Kトレーナーの指導で上達を実感したのでスパーリング大会に出てみた~太郎のボクシング奮闘記25

広告

前回はこちら

http://allseasonski.com/archives/5234

 

とかく人間性には問題があったKトレーナーだが、彼の教えを受けてボクシングの動きが再構築されて行く、特に今までどうしても身に付かなかった防御が目に見えて改善していき、スパーリングなどでも効果的に相手のパンチをかわすことが出来るようになり、ダメージを蒙ることも少なくなってきた。

要は行けるんじゃないか?と言う自信みたいなものが芽生え始めた。

 

Kトレーナーがジムに戻ってきた直後、初陣のスパーリング大会を主催したジムが6月にまたスパーリング大会を開催すると言うことでその案内がジムに掲示された。

これは別途会場を設定したものでなく主催ジムで行うとのことで、体重制限もそんなに厳しくない気軽に参加できるものだった。

僕は最初出場するつもりはなかったのだが、Kトレーナーから腕試しと言うことで気軽に出れば良いんじゃないか?と言われたのと、自分の実力が果たしてどのくらい上がったのか試してみたいと言う気持ちもありエントリーすることにした。

体重制限の緩さも出場を決めた要因だった。

 

順調に実戦練習もこなし大会が目前に迫って来た。

日が近づくにつれ、今までに感じたことがないくらい気分が重くなって来た。

緊張だけではない。
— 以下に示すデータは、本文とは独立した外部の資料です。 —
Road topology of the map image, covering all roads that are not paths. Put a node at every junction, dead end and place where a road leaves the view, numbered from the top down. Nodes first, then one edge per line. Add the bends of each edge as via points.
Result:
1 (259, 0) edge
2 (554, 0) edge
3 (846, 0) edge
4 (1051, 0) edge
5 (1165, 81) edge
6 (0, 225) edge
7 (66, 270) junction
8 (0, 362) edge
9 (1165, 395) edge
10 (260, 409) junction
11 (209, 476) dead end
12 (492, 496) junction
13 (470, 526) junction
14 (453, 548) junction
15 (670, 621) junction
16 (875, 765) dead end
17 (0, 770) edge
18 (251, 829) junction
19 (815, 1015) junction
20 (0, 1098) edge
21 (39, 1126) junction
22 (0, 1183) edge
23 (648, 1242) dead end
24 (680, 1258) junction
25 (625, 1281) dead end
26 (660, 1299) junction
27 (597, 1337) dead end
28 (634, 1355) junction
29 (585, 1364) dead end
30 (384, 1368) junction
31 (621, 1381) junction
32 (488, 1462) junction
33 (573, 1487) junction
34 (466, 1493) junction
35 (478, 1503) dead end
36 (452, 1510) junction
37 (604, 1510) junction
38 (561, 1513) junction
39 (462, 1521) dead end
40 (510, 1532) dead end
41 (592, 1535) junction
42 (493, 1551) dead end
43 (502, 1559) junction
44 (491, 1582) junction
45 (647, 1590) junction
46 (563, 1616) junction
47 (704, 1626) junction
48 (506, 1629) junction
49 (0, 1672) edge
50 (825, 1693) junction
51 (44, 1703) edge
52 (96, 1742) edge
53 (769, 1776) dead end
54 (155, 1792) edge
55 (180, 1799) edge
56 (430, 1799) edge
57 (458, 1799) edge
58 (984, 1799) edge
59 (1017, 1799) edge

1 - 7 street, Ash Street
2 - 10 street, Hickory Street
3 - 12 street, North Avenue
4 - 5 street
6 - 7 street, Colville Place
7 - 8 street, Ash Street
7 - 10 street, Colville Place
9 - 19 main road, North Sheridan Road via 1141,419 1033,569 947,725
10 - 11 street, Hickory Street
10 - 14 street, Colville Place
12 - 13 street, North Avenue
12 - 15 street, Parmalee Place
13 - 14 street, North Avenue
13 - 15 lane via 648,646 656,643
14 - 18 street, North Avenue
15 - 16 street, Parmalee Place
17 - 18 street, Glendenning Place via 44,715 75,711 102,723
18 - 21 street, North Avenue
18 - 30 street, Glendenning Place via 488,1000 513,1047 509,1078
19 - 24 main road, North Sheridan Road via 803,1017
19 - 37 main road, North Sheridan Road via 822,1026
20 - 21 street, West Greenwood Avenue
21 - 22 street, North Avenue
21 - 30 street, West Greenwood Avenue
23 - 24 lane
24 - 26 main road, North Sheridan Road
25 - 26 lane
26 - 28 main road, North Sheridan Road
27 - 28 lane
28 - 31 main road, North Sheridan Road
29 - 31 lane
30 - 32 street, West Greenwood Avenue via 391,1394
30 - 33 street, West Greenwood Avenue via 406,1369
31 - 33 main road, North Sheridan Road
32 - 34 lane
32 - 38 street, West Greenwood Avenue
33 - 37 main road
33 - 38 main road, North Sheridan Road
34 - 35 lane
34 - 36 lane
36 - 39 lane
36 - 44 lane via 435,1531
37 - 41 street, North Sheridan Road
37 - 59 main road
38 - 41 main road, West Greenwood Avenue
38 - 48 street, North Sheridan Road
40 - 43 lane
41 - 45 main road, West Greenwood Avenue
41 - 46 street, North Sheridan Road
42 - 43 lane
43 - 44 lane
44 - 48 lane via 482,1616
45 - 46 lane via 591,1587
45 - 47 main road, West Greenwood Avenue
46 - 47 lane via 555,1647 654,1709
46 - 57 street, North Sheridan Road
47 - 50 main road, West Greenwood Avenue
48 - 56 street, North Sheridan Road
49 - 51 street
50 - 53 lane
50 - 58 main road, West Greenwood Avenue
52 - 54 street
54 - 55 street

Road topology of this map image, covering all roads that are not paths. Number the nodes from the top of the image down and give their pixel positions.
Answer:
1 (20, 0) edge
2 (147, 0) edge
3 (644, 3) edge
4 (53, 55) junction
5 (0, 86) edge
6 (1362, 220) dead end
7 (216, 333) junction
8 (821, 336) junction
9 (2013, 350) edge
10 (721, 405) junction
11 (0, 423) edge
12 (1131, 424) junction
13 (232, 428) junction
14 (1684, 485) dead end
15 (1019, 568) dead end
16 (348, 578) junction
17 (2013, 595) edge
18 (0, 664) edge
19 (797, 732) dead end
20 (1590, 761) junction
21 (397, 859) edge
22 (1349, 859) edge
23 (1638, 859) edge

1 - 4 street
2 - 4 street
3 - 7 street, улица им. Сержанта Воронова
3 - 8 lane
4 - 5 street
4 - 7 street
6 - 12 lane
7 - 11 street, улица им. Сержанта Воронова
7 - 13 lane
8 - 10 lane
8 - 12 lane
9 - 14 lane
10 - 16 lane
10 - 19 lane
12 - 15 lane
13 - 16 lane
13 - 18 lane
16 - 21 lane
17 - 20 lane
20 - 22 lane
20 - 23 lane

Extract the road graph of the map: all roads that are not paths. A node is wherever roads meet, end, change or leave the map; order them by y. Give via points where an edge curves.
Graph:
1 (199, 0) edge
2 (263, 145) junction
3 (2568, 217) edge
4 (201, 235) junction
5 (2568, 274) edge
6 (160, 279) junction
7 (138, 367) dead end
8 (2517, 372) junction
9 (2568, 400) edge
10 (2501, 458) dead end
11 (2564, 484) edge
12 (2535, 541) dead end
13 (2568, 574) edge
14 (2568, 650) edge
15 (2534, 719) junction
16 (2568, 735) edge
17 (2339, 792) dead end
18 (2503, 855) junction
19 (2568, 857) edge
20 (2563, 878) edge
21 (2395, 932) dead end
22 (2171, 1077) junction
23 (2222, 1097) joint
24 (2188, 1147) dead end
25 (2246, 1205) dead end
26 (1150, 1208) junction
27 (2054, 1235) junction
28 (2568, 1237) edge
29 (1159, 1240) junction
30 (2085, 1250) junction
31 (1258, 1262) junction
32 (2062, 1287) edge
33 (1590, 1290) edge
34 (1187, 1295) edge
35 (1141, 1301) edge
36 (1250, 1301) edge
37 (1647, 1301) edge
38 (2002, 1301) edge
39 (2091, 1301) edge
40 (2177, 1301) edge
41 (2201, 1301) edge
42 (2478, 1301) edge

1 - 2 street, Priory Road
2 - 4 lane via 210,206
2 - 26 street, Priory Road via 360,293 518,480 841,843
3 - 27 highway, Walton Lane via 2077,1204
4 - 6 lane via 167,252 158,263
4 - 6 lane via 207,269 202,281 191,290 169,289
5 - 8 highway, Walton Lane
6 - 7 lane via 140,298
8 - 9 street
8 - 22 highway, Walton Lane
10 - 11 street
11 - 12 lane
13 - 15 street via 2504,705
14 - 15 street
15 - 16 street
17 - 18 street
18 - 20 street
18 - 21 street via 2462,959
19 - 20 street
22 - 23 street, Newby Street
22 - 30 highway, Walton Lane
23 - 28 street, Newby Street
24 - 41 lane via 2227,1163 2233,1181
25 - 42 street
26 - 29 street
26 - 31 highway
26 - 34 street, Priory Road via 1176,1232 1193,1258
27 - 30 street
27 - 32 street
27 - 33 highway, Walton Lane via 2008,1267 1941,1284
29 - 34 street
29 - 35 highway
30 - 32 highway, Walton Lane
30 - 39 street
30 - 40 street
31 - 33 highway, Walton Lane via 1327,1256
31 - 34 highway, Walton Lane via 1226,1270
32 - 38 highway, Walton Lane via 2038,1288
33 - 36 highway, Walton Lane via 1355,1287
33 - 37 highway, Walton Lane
何だろう?と思うと恐怖感だった。

やはりKを引きとめる時ジムに出入りするプロボクシング経験者や学生時代アマチュアで鳴らしたトレーナーとの話で僕はボクシングをすることについて深く考え込むようになってしまったのだった。

 

昨日まで一緒に練習して酒を飲んでいたジムメイトがボクシング禍で命を落とす、大学のクラブの同級生が激しい殴り合いの後ぐったりして救急車で運ばれ治療空しくこの世を去る。

そんな話を嫌と言うほど聞き、ボクシングに対する見方が大きく変わった時だった。

しかし恐怖を感じながらでもリングに上がって相手と対峙しなければボクシングは成立しない。

そのバランスを保つことが非常に難しかった時期でもあった。

 

ジムでの練習を終えて帰宅しようとするとすれ違う練習生から口々に頑張ってください!と言われるのも有難かったが同時にプレッシャーも掛かった。

中にはSNSで頑張って欲しいとわざわざ目に付くように面白おかしく投稿するお節介な奴もいたのでそれにもまた神経をすり減らすこととなった。

 

明けて翌日、若干憂うつな気持ちで新大阪にある会場のジムに向かった。

閑静な住宅地に存在する瀟洒なそのジムにはスパーリング大会に出場する選手たちで溢れかえり、周囲の風情にそぐわない熱気を醸し出している。

エキジビションで予定されている元世界チャンピオンのイーグル京和選手の姿も見える。

Kトレーナーが顔見知りらしく何やら談笑している。

 

試合は順調に進み、世界チャンピオンと志願者のスパーリングのエギジビションマッチも終わり、いよいよ僕の出番がやって来た。

やや小ぶりのリングに上がり対戦者と対峙する。

年齢はちょっと下くらいか、背格好は僕と同じくらいの明石のジム所属の選手だった。

 

グラブを合せゴングが鳴った。

ここまで来たら行くしかない。そう思ってジャブを出しつつプレスを強めていった。

ところがである、思ったようにジャブがヒットし、こちらのプレスに対してさばくでもなく、明らかに効いているように感じる。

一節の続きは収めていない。